-------- DATASET RECORDS --------

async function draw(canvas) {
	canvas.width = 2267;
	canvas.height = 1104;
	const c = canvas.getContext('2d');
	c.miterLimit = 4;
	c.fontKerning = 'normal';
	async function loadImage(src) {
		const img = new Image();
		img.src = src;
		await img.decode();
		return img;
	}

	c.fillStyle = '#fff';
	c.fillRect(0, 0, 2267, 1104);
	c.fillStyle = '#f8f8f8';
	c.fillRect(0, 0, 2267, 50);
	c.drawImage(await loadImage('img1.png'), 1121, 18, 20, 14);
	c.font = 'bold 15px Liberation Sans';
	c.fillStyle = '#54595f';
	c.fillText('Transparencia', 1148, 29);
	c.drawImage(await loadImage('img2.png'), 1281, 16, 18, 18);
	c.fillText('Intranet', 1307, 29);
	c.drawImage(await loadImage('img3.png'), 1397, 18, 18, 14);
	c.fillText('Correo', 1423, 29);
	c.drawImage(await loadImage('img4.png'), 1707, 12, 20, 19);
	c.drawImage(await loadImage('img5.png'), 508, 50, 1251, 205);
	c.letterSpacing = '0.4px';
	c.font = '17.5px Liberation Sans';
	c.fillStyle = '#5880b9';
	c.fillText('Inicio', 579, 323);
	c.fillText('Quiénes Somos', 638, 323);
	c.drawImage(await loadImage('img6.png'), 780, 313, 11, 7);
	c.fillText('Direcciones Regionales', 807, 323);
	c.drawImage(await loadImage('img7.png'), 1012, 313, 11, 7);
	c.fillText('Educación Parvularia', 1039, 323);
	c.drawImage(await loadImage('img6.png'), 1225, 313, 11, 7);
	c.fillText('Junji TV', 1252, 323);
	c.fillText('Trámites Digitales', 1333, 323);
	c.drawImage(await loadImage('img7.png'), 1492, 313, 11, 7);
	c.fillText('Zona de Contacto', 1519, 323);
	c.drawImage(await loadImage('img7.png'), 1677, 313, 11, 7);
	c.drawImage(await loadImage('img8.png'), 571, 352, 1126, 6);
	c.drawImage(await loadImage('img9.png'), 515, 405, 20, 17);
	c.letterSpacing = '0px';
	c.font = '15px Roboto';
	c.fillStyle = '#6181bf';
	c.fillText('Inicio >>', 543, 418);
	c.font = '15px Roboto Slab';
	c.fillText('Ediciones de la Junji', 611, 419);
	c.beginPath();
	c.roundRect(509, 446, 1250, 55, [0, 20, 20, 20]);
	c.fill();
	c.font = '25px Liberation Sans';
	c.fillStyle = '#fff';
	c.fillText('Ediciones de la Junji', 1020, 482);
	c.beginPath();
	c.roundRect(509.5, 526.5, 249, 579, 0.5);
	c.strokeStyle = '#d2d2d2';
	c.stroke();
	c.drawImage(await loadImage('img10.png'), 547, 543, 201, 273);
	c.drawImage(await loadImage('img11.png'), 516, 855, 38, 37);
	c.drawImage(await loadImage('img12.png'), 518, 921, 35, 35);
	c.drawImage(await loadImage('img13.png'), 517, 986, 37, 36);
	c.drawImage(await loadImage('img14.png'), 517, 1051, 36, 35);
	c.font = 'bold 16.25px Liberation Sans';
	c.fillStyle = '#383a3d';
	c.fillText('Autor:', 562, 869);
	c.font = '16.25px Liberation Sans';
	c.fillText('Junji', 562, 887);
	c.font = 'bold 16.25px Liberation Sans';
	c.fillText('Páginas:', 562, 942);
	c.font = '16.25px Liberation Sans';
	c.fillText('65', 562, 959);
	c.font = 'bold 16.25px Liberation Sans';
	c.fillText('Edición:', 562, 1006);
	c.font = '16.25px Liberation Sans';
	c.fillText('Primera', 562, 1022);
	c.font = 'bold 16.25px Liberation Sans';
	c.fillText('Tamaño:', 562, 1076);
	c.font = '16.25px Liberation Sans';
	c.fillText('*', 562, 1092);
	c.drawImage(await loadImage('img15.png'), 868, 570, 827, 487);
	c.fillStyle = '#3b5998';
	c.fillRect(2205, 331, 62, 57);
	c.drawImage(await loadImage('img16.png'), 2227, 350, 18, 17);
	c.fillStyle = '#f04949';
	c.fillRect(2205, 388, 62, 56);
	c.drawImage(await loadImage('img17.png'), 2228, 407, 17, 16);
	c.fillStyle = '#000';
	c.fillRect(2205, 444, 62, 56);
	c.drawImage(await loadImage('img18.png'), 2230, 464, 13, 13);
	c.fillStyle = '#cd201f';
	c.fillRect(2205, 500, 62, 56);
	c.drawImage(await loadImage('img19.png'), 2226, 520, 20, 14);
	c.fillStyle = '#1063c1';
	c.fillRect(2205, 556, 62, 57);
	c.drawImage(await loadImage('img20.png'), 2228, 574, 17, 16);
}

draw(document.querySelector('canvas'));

--------

> TASK STATEMENT: Search the data above for the word "fillRect". Copy each line it is in.

> SOLUTION TO THE EXERCISE:
	c.fillRect(0, 0, 2267, 1104);
	c.fillRect(0, 0, 2267, 50);
	c.fillRect(2205, 331, 62, 57);
	c.fillRect(2205, 388, 62, 56);
	c.fillRect(2205, 444, 62, 56);
	c.fillRect(2205, 500, 62, 56);
	c.fillRect(2205, 556, 62, 57);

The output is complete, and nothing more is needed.